Crypto

Slippage

Definition

Slippage is the difference between the price you expect for a trade and the price you actually get when the order executes.

What is Slippage?

Slippage is the gap between the price shown when you submit a trade and the final execution price you receive. In crypto, it’s most noticeable on a dex where prices can move between the moment you sign a transaction and the moment it’s confirmed on-chain. Slippage can be negative (you pay more or receive less than expected) or positive (you get a better fill than quoted), though most traders focus on protecting against negative slippage. Understanding slippage is a practical part of using decentralized finance, and it comes up any time you swap tokens, rebalance a portfolio, or exit a position.

How to set slippage tolerance

Slippage tolerance is the maximum price movement you’re willing to accept before a swap fails. On most DEX interfaces, you’ll see a setting like “0.5%” or “1%”; this tells the smart contract to revert the trade if the execution price is worse than that threshold. A tighter tolerance reduces the chance of overpaying, but increases the chance your transaction fails (and you may still pay network fees). A looser tolerance makes execution more likely, but exposes you to worse fills—especially if the market moves quickly or your trade is large relative to the liquidity pool. A practical approach is to start low (for liquid pairs) and only increase if you repeatedly see failed swaps.

What is a good slippage percentage

A “good” slippage percentage depends on liquidity, volatility, and how urgently you need the trade to execute. For highly liquid pairs, many traders aim for a low tolerance (often well under 1%) because the market can usually fill the order without moving the price much. For less liquid tokens, you may need a higher tolerance to account for wider spreads and faster price changes, but that doesn’t mean it’s safe—higher tolerance simply shifts more risk onto you.

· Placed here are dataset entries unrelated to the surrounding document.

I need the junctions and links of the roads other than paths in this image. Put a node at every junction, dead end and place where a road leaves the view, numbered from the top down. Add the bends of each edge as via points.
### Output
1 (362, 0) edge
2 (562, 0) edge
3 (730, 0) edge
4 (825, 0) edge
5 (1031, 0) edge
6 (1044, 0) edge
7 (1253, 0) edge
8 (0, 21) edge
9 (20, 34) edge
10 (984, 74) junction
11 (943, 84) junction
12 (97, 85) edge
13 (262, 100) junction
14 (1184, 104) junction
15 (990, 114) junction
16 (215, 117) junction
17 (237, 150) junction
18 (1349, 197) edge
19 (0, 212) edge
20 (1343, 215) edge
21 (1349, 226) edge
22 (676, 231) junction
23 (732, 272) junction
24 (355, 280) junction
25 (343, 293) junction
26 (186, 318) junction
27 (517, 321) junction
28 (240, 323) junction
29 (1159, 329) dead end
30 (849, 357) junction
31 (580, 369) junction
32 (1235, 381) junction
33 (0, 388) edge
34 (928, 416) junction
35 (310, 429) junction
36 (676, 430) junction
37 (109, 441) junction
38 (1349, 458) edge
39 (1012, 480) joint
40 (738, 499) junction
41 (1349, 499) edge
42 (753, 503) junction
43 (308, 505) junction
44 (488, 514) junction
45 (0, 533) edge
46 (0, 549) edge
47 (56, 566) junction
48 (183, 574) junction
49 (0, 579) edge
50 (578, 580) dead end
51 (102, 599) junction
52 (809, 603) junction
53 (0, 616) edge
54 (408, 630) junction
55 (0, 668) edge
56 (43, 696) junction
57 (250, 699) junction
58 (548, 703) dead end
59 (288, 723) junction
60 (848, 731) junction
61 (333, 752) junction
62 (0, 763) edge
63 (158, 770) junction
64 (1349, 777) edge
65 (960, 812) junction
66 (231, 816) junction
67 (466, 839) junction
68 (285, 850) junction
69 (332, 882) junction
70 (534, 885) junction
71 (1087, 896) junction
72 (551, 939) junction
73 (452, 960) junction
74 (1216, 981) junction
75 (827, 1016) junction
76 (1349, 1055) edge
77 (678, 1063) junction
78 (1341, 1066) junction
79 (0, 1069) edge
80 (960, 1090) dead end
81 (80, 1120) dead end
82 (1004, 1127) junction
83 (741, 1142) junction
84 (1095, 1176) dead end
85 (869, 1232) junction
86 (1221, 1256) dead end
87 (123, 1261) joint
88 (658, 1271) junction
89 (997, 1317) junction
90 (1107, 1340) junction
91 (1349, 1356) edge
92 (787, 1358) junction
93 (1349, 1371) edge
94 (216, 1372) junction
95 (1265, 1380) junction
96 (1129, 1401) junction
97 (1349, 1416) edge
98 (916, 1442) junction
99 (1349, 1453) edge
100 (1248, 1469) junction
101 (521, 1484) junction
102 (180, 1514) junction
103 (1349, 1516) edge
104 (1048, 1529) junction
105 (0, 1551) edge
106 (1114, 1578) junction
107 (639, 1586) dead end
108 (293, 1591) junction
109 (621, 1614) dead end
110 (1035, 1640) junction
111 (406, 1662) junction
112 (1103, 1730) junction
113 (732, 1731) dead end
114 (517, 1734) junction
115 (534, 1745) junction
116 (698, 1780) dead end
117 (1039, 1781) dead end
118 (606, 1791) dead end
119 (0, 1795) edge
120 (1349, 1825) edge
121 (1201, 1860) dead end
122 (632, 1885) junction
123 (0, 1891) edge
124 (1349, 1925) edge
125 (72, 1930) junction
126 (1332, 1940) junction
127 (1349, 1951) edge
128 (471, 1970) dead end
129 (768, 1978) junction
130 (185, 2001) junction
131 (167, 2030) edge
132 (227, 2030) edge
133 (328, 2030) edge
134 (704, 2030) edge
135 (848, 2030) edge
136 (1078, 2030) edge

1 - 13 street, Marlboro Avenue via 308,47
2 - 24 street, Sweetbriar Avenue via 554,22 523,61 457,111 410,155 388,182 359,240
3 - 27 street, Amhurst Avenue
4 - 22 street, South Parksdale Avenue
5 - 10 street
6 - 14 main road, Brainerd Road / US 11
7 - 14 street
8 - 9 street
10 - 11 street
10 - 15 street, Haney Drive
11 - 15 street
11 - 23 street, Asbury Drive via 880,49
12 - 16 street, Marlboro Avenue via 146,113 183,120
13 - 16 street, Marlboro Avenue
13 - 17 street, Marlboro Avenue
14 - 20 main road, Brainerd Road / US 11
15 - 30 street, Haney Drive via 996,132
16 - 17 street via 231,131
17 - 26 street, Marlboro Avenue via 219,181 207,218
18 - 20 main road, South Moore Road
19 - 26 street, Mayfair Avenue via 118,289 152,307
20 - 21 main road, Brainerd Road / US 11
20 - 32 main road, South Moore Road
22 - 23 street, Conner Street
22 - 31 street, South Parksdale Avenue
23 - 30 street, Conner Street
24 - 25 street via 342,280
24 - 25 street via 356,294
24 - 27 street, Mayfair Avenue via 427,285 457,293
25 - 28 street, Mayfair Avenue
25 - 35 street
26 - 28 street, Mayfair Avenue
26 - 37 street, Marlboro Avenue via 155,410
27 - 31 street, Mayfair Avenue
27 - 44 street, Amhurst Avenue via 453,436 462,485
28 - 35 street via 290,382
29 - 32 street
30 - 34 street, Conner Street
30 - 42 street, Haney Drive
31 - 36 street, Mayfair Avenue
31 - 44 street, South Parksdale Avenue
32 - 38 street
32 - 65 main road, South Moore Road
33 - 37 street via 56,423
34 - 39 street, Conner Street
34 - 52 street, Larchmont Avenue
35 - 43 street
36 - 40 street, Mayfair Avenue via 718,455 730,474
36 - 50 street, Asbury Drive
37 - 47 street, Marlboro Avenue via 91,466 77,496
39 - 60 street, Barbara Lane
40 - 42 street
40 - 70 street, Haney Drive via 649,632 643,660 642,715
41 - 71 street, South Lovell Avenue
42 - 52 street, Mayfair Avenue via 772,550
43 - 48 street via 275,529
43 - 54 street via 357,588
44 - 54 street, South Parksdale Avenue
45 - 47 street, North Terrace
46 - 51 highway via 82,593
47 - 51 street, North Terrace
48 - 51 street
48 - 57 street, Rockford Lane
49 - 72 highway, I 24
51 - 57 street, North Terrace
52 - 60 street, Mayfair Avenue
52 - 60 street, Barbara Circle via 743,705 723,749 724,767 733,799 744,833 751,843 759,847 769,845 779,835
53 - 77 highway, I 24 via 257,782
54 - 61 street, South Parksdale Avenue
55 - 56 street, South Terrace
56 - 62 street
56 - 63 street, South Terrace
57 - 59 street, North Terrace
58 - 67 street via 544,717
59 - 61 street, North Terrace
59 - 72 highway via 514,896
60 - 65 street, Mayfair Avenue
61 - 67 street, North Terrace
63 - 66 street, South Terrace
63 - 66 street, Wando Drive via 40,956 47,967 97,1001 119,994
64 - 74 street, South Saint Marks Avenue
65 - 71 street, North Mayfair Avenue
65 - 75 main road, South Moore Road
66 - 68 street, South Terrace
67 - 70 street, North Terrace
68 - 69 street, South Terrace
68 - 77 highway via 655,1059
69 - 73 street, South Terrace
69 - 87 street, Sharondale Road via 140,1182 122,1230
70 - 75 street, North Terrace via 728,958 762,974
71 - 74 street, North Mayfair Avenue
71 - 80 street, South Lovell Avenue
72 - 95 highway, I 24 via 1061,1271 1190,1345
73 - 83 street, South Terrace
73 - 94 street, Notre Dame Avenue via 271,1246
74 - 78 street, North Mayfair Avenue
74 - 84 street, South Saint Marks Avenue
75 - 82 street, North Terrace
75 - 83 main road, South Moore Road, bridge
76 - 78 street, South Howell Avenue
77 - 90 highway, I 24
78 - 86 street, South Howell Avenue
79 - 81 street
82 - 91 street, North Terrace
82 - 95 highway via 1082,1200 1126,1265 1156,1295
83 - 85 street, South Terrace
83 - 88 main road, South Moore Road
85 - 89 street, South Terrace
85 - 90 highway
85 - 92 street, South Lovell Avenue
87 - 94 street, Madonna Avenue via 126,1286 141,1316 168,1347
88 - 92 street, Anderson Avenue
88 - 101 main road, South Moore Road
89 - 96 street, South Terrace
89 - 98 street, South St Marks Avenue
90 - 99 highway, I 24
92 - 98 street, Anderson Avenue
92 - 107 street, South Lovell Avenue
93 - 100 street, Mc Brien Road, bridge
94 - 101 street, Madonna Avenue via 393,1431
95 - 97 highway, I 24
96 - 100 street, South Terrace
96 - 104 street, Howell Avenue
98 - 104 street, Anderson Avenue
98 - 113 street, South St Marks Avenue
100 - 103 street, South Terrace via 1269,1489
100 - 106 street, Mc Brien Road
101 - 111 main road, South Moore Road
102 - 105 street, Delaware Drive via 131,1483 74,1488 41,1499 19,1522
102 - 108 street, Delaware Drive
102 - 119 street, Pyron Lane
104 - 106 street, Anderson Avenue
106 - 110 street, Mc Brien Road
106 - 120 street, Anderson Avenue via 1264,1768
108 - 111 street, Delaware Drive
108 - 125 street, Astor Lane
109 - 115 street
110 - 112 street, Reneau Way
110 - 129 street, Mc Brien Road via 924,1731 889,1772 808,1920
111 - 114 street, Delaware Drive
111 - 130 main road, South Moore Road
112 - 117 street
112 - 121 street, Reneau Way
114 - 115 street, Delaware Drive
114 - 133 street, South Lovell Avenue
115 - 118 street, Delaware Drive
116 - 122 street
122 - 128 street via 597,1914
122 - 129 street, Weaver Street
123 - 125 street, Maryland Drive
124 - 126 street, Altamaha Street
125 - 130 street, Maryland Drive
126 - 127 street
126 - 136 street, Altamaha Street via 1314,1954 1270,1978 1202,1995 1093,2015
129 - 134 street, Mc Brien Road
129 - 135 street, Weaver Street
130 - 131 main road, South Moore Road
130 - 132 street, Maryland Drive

It also matters whether you’re using a market-style swap on an automated market maker amm, where the pricing curve can worsen quickly as trade size increases. As a rule, choose the lowest tolerance that still executes reliably.

Why is slippage so high on some tokens

Slippage tends to spike when a token has thin liquidity, high volatility, or both. In an AMM-based dex, your trade is routed against a liquidity pool, and the pool’s pricing curve adjusts as you buy or sell—this is closely related to price impact, which measures how much your own order moves the pool price. If the pool is small, even a modest swap can push the price significantly, creating large slippage versus the quote you saw a moment earlier. Slippage can also rise when many traders compete for the same block (congestion), when arbitrage bots rapidly update pool prices, or when a token has transfer fees/rebasing mechanics that make execution less predictable. In short: low liquidity plus fast-moving markets equals bigger slippage.

How to avoid slippage on a dex

You can’t eliminate slippage entirely, but you can reduce it with better execution choices. First, trade pairs with deeper liquidity pool reserves and higher volume; this typically lowers price impact and makes quotes more stable. Second, reduce order size or split a large swap into smaller transactions so you don’t push the AMM curve as hard. Third, use limit-style tools when available (or aggregators that simulate limit behavior) so you’re not forced into a worse fill if the price moves. Fourth, avoid swapping during extreme volatility or when network conditions are congested, because confirmation delays increase the chance the market moves before execution. Finally, compare routes across aggregators: the best path may hop across multiple pools to minimize slippage.

In DeFi, slippage is one of the most important “hidden” costs to understand because it affects your real entry and exit prices even when fees look low.

Frequently Asked Questions

What causes slippage in crypto trading?

Slippage is usually caused by price movement between order submission and execution, plus limited liquidity. On DEXs, your own trade can also move the pool price, increasing slippage through price impact.

Is slippage the same as price impact?

No. Price impact is the portion of execution cost caused by your trade moving the market (or AMM pool) price. Slippage is the overall difference between expected and executed price, which can include price impact plus market movement and execution delays.

Can slippage be positive?

Yes. If the market moves in your favor between submission and execution, you can receive a better price than expected. Many interfaces focus on protecting against negative slippage, but positive slippage is possible.

Why does my swap fail when slippage is low?

A low slippage tolerance means the transaction will revert if the execution price becomes worse than your limit. If the token is volatile, liquidity is thin, or confirmation is slow, the price can move beyond your tolerance before the trade executes.

Does slippage apply on centralized exchanges too?

Yes. On centralized exchanges, slippage can happen when the order book is thin or the market moves quickly, especially with market orders. The mechanics differ, but the concept—expected price versus executed price—is the same.